After mass layoffs, Willamette Falls Paper Company still looking for a buyer
Thursday, March 13, 2025 12:30 pm
WEST LINN, Oregon (From news reports) -- Six months after announcing an impending closure, Willamette Falls Paper Company is still seeking a buyer. The paper company, which began operating the 135-year-old mill on the West Linn side of the falls in 2019, gave notice of mass layoffs to its team of more than 200 employees last August. Today, the company has just 10 employees managing the property and its remaining inventory, President Brian Konen said. "Right now, we're still taking care of the place and talking to potential investors and talking to scrappers" Konen said. If no one buys the company in the next three months, Konen said it will go to auction to be bought piece by piece. The mill first opened in 1889 as the Willamette Falls Pulp and Paper Company, joining what was then a growing industrial hub at the falls with the Blue Heron Paper Mill already operating on the other side of the river.

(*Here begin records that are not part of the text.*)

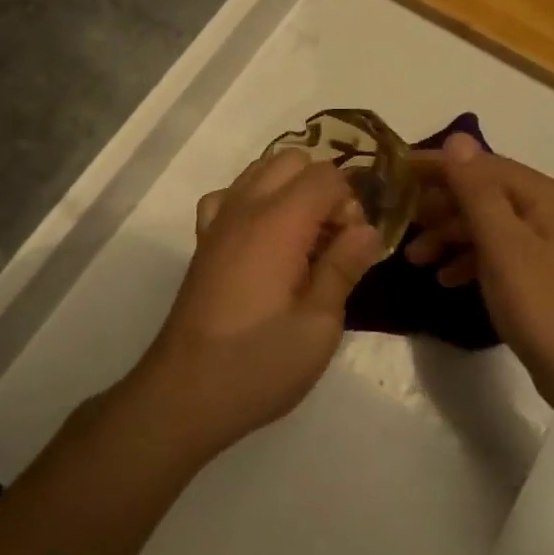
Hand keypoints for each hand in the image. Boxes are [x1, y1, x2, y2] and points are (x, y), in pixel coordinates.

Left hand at [137, 149, 383, 457]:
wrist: (184, 394)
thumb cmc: (259, 363)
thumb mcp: (319, 325)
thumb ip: (344, 267)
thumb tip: (368, 230)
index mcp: (278, 223)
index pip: (326, 174)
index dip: (350, 204)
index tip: (352, 248)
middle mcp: (245, 208)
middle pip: (293, 160)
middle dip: (323, 189)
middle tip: (331, 242)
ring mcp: (218, 222)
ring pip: (261, 170)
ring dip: (290, 191)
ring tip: (302, 242)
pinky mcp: (203, 242)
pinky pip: (231, 196)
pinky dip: (253, 202)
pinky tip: (262, 240)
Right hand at [405, 135, 553, 417]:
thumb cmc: (543, 306)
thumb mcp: (503, 246)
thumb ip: (477, 191)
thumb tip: (457, 138)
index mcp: (545, 195)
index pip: (482, 165)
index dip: (439, 167)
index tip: (396, 174)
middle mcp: (550, 209)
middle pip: (485, 193)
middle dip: (442, 207)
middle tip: (402, 223)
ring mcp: (549, 242)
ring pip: (489, 225)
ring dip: (451, 236)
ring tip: (415, 259)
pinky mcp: (543, 272)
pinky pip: (499, 252)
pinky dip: (471, 260)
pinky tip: (446, 279)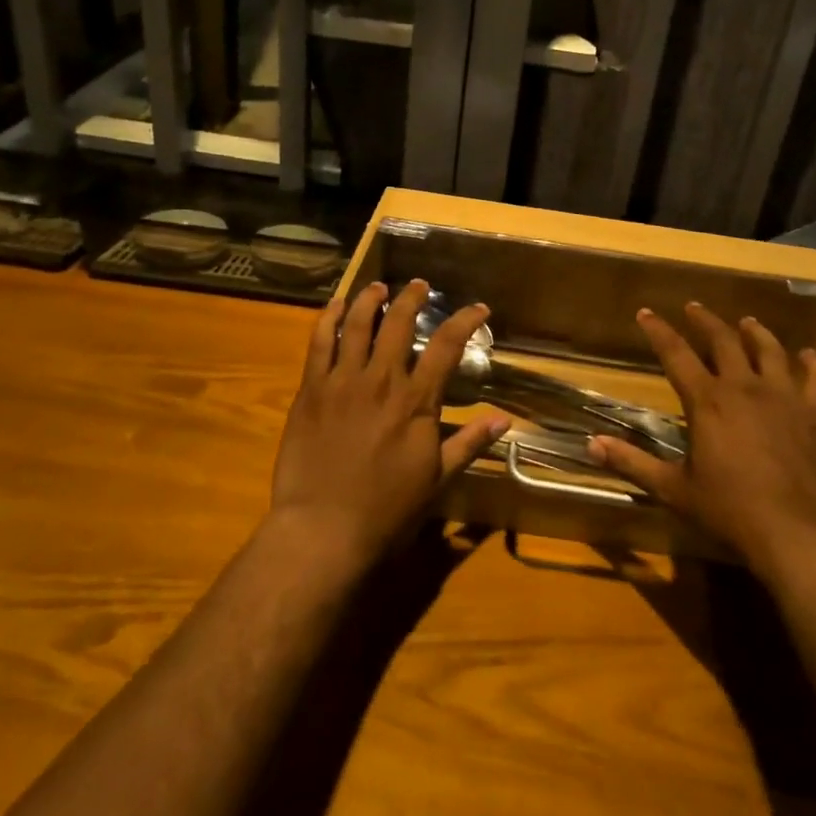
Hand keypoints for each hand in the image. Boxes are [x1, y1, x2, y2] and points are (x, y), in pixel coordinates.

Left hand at [268, 279, 509, 568]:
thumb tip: (503, 419)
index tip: (478, 308)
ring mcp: (342, 381)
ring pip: (357, 324)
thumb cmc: (386, 510)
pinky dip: (328, 318)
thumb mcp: (436, 479)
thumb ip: (468, 443)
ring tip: (379, 287)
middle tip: (419, 286)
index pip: (447, 346)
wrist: (323, 530)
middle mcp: (381, 380)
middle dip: (412, 297)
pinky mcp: (311, 390)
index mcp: (416, 401)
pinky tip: (335, 305)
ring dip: (370, 299)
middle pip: (399, 323)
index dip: (465, 320)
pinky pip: (319, 343)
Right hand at [587, 303, 815, 577]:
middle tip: (694, 307)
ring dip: (756, 333)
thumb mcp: (674, 489)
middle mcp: (745, 388)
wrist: (798, 535)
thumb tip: (591, 444)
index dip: (658, 331)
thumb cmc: (730, 511)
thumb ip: (633, 462)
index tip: (646, 312)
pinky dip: (813, 364)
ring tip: (747, 322)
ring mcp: (784, 398)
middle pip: (724, 341)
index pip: (676, 354)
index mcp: (707, 401)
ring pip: (770, 350)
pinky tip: (809, 355)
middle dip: (705, 321)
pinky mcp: (815, 415)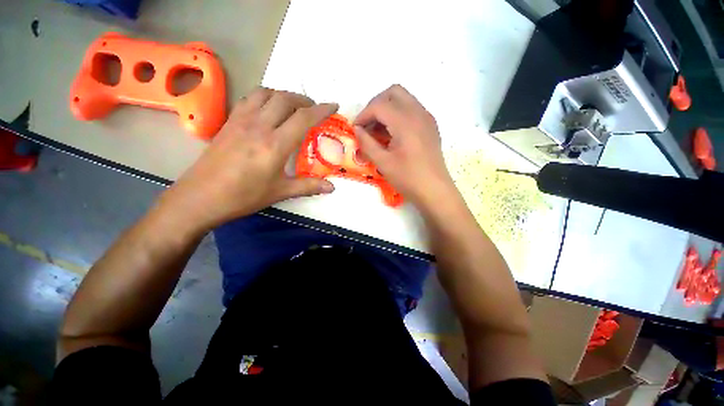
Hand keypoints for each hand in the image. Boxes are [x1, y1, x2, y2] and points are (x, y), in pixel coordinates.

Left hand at [160, 87, 337, 230]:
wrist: (201, 197)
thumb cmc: (244, 196)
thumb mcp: (281, 192)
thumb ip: (309, 186)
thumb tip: (332, 188)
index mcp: (276, 144)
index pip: (303, 118)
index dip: (321, 110)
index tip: (333, 106)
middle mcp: (259, 126)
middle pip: (285, 99)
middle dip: (304, 100)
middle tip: (314, 108)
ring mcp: (241, 120)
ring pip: (266, 93)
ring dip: (284, 95)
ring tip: (293, 106)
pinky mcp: (229, 121)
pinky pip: (250, 98)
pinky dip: (265, 96)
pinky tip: (268, 109)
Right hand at [354, 85, 455, 209]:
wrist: (434, 190)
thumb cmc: (408, 178)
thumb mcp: (383, 163)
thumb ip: (367, 143)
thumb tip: (357, 130)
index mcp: (405, 122)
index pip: (379, 105)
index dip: (363, 114)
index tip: (356, 129)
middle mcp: (418, 113)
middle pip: (393, 92)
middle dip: (376, 104)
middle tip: (368, 124)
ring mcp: (427, 118)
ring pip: (404, 99)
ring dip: (388, 108)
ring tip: (378, 130)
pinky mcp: (431, 126)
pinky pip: (412, 109)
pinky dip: (399, 114)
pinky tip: (393, 134)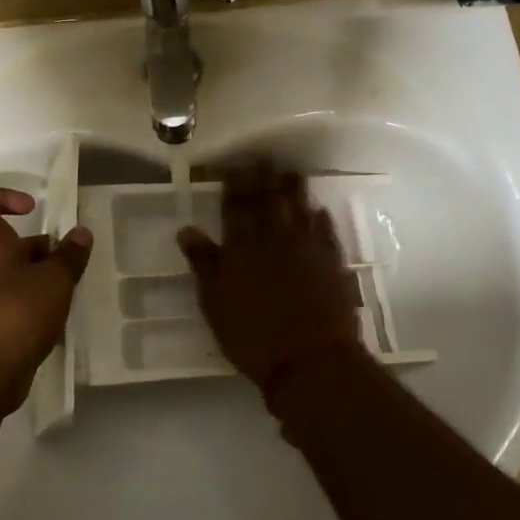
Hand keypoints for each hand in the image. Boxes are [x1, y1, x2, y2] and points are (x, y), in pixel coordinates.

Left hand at [0, 188, 92, 415]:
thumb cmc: (15, 314)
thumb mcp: (54, 280)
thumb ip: (69, 256)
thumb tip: (80, 232)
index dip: (3, 197)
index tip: (32, 208)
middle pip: (11, 245)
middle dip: (42, 250)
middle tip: (71, 263)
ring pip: (17, 278)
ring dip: (43, 282)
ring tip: (70, 295)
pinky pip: (16, 308)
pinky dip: (36, 310)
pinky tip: (57, 325)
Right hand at [177, 163, 364, 400]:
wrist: (311, 361)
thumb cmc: (253, 337)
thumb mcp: (215, 304)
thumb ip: (204, 264)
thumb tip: (187, 231)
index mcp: (242, 248)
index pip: (236, 207)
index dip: (234, 185)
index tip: (234, 166)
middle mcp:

Ownership of the mill changed hands several times until it eventually became the West Linn Paper Company in 1997. The West Linn Paper Company owned and operated the mill for two decades before closing in 2017. Investment company Columbia Ventures bought and reopened the mill as the Willamette Falls Paper Company in 2019. Last month, a federal judge in the U.S. District Court for the District of Oregon issued an order stating that the company defaulted by failing to respond to a lawsuit from one of the employees laid off in August. The lawsuit alleged that the company failed to give employees proper notice of the impending layoffs in violation of the Worker Adjustment and Retraining Notification Act, which requires companies with 100 or more employees to give employees 60 days notice before mass layoffs or impending closures. Konen declined to comment on the lawsuit. He added that there should be a clearer picture for the mill's future come June. "There's still a chance that it could restart if someone buys it before the auction, but once the auction happens, then after that all the equipment will be sold to different people, and it basically makes the mill inoperable," Konen said.